╭─ Data records

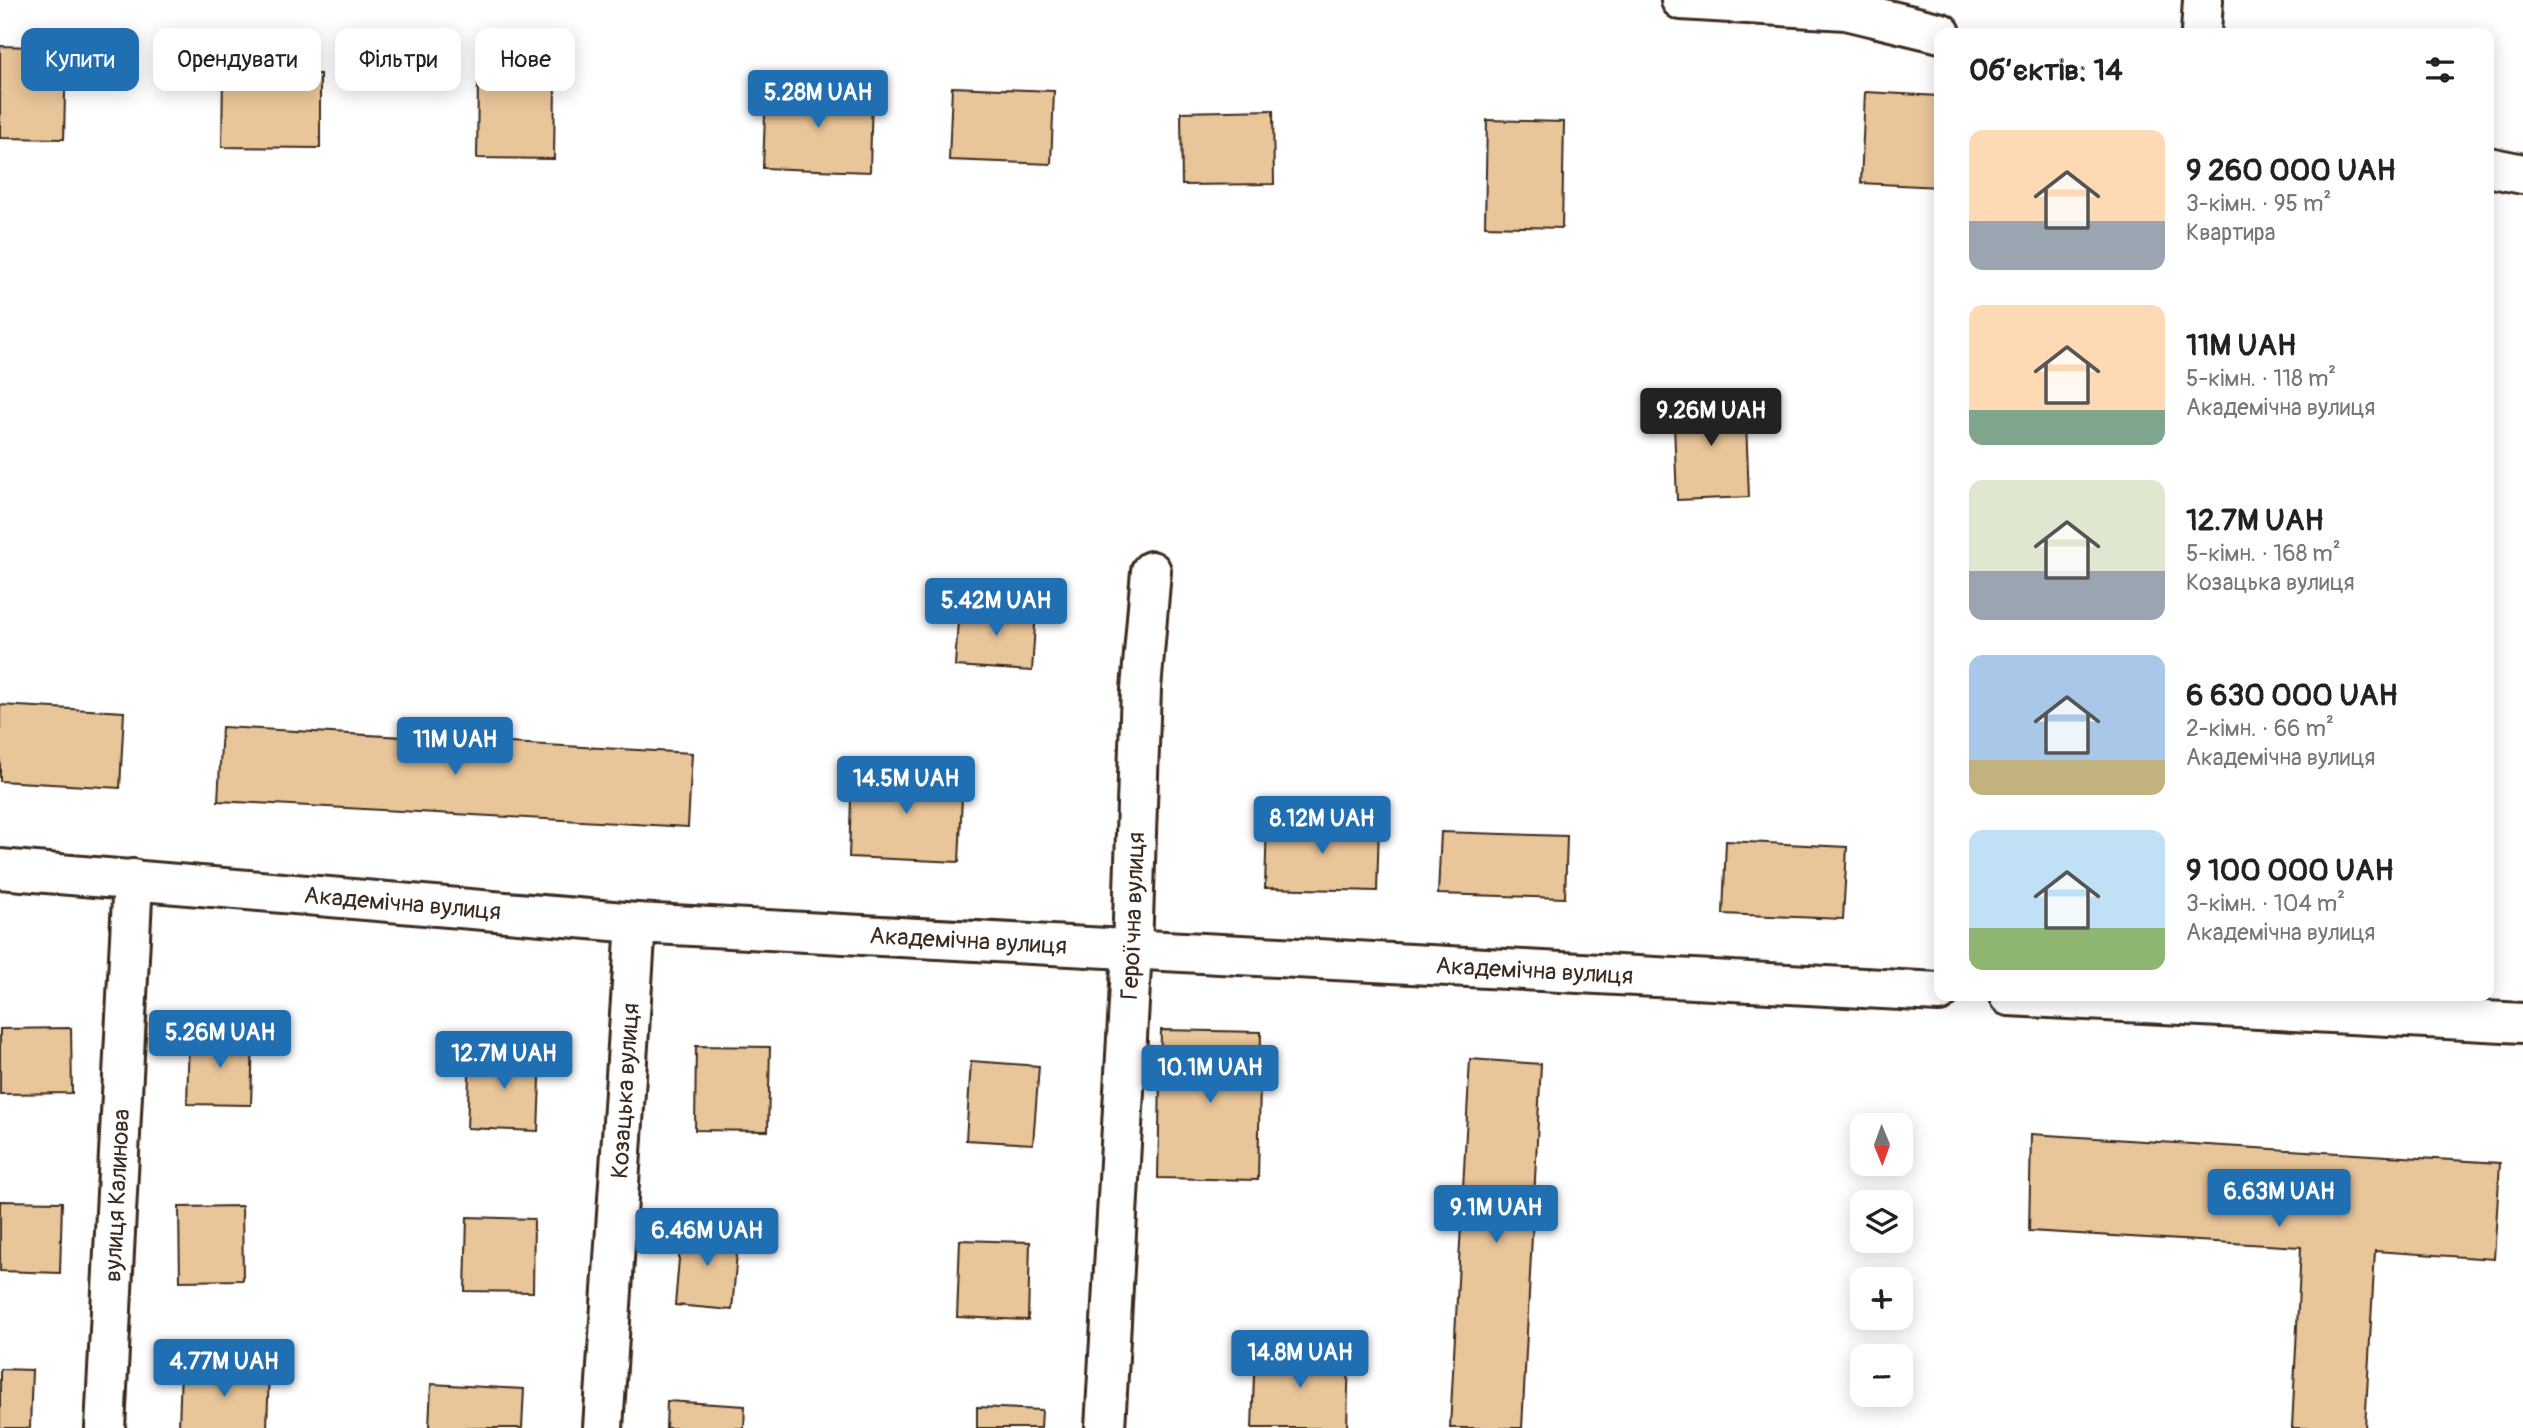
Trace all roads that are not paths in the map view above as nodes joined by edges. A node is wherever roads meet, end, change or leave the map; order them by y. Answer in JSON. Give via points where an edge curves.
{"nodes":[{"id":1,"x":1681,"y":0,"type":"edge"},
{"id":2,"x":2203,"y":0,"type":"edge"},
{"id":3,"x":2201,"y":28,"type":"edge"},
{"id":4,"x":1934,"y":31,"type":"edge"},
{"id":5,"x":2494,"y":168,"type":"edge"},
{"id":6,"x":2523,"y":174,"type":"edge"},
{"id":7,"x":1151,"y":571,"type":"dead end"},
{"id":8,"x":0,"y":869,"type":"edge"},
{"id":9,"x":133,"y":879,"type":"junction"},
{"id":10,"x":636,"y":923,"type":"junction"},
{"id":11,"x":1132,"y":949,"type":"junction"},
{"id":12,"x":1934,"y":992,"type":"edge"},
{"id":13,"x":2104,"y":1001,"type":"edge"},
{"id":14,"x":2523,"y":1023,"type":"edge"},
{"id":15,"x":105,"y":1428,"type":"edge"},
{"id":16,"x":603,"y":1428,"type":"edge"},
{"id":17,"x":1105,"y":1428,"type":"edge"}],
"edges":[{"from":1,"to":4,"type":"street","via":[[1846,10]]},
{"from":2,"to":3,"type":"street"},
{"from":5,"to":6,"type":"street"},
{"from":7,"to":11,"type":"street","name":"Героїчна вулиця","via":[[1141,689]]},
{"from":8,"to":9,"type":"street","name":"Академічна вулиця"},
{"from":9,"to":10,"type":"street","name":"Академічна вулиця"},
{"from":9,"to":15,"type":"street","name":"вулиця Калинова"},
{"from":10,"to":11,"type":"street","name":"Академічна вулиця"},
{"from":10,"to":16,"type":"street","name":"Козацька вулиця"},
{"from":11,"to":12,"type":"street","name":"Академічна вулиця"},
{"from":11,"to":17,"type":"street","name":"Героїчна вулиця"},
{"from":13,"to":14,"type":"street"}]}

╰─

▶ [Task requirements]:
Return every entry above exactly as written, minus the pictures.

▶ [Solution for this task]:
Trace all roads that are not paths in the map view above as nodes joined by edges. A node is wherever roads meet, end, change or leave the map; order them by y. Answer in JSON. Give via points where an edge curves.
{"nodes":[{"id":1,"x":1681,"y":0,"type":"edge"},
{"id":2,"x":2203,"y":0,"type":"edge"},
{"id":3,"x":2201,"y":28,"type":"edge"},
{"id":4,"x":1934,"y":31,"type":"edge"},
{"id":5,"x":2494,"y":168,"type":"edge"},
{"id":6,"x":2523,"y":174,"type":"edge"},
{"id":7,"x":1151,"y":571,"type":"dead end"},
{"id":8,"x":0,"y":869,"type":"edge"},
{"id":9,"x":133,"y":879,"type":"junction"},
{"id":10,"x":636,"y":923,"type":"junction"},
{"id":11,"x":1132,"y":949,"type":"junction"},
{"id":12,"x":1934,"y":992,"type":"edge"},
{"id":13,"x":2104,"y":1001,"type":"edge"},
{"id":14,"x":2523,"y":1023,"type":"edge"},
{"id":15,"x":105,"y":1428,"type":"edge"},
{"id":16,"x":603,"y":1428,"type":"edge"},
{"id":17,"x":1105,"y":1428,"type":"edge"}],
"edges":[{"from":1,"to":4,"type":"street","via":[[1846,10]]},
{"from":2,"to":3,"type":"street"},
{"from":5,"to":6,"type":"street"},
{"from":7,"to":11,"type":"street","name":"Героїчна вулиця","via":[[1141,689]]},
{"from":8,"to":9,"type":"street","name":"Академічна вулиця"},
{"from":9,"to":10,"type":"street","name":"Академічна вулиця"},
{"from":9,"to":15,"type":"street","name":"вулиця Калинова"},
{"from":10,"to":11,"type":"street","name":"Академічна вулиця"},
{"from":10,"to":16,"type":"street","name":"Козацька вулиця"},
{"from":11,"to":12,"type":"street","name":"Академічна вулиця"},
{"from":11,"to":17,"type":"street","name":"Героїчна вулиця"},
{"from":13,"to":14,"type":"street"}]}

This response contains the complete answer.